-- WORK INSTRUCTIONS --
If a line below contains "Ouest", count it; then state how many such lines there are, and nothing else.

### SOURCE DATA ###

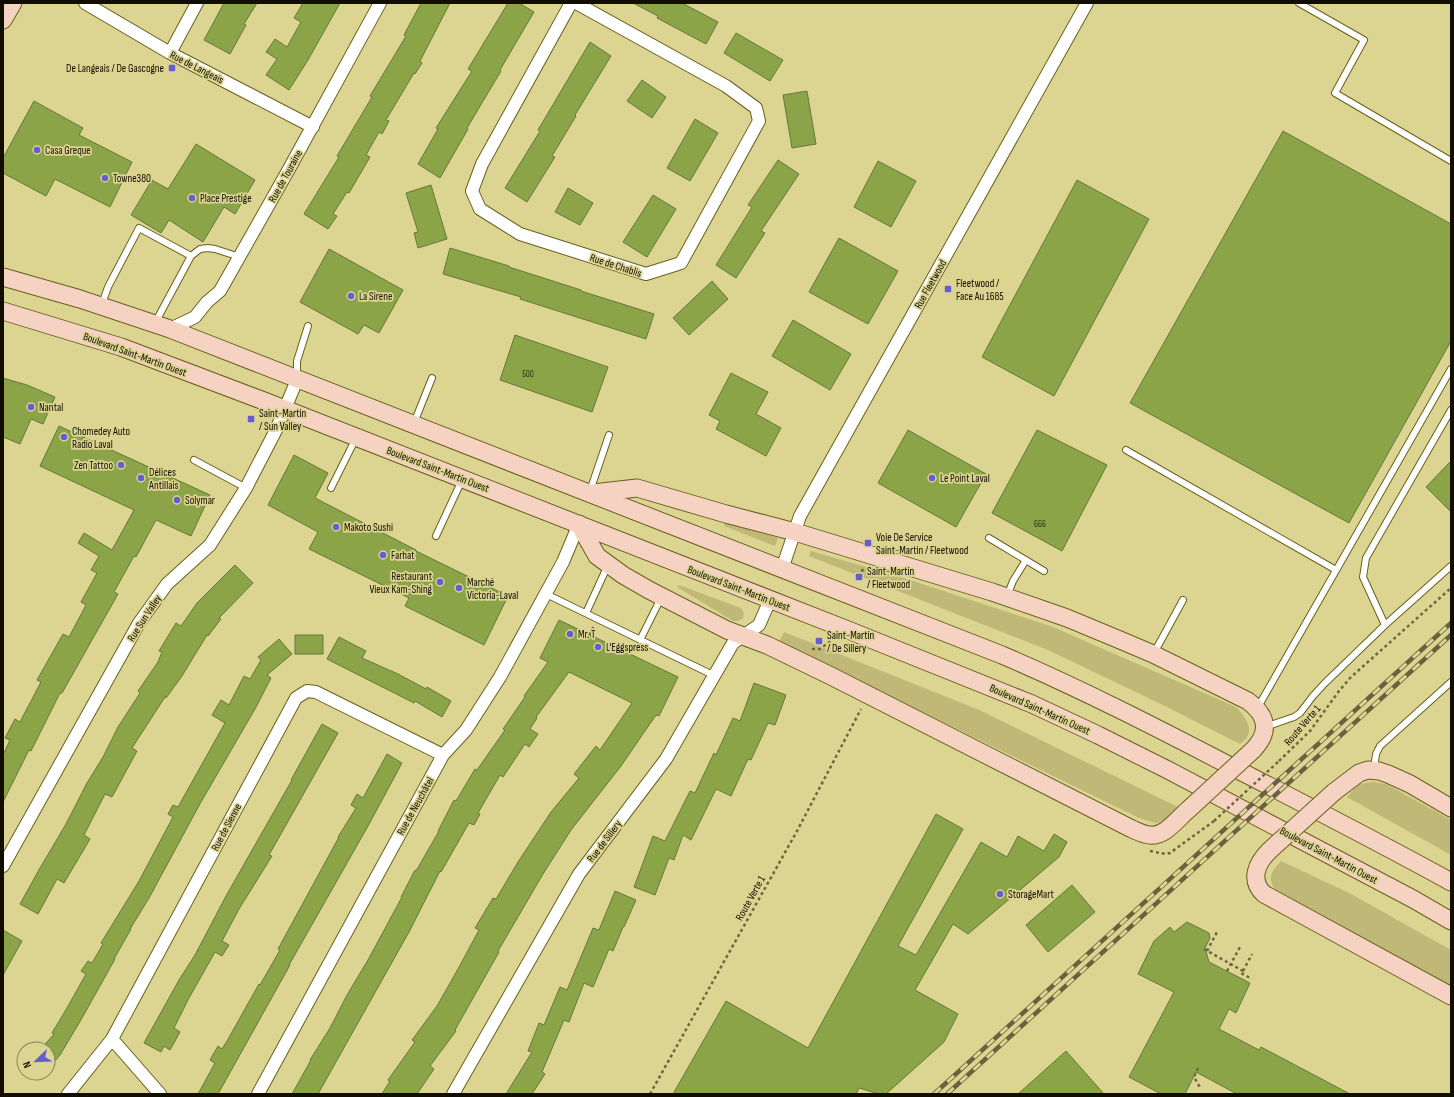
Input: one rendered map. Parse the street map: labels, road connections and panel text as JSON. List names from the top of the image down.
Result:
{
  "streets": {
    "main road": ["Boulevard Saint-Martin Ouest"],
    "street": [
      "Rue de Langeais",
      "Rue de Touraine",
      "Rue de Chablis",
      "Rue Fleetwood",
      "Rue Sun Valley",
      "Rue de Neuchâtel",
      "Rue de Sienne",
      "Rue de Sillery"
    ],
    "path": ["Route Verte 1"]
  },
  "crossings": [
    ["Rue de Langeais", "Rue de Touraine"],
    ["Boulevard Saint-Martin Ouest", "Rue Sun Valley"],
    ["Boulevard Saint-Martin Ouest", "Rue de Neuchâtel"],
    ["Boulevard Saint-Martin Ouest", "Rue de Sillery"],
    ["Rue de Neuchâtel", "Rue de Sienne"]
  ],
  "places": {
    "transit": [
      "De Langeais / De Gascogne",
      "Fleetwood / Face Au 1685",
      "Saint-Martin / Sun Valley",
      "Voie De Service Saint-Martin / Fleetwood",
      "Saint-Martin / Fleetwood",
      "Saint-Martin / De Sillery"
    ],
    "other": [
      "Casa Greque",
      "Towne380",
      "Place Prestige",
      "La Sirene",
      "Nantal",
      "Chomedey Auto Radio Laval",
      "Zen Tattoo",
      "Délices Antillais",
      "Le Point Laval",
      "Solymar",
      "Makoto Sushi",
      "Farhat",
      "Restaurant Vieux Kam-Shing",
      "Marché Victoria-Laval",
      "Mr. T",
      "L'Eggspress",
      "StorageMart"
    ]
  },
  "house_numbers": ["500", "666"],
  "north": "bottom left"
}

###

-- EXPECTED ANSWER --
4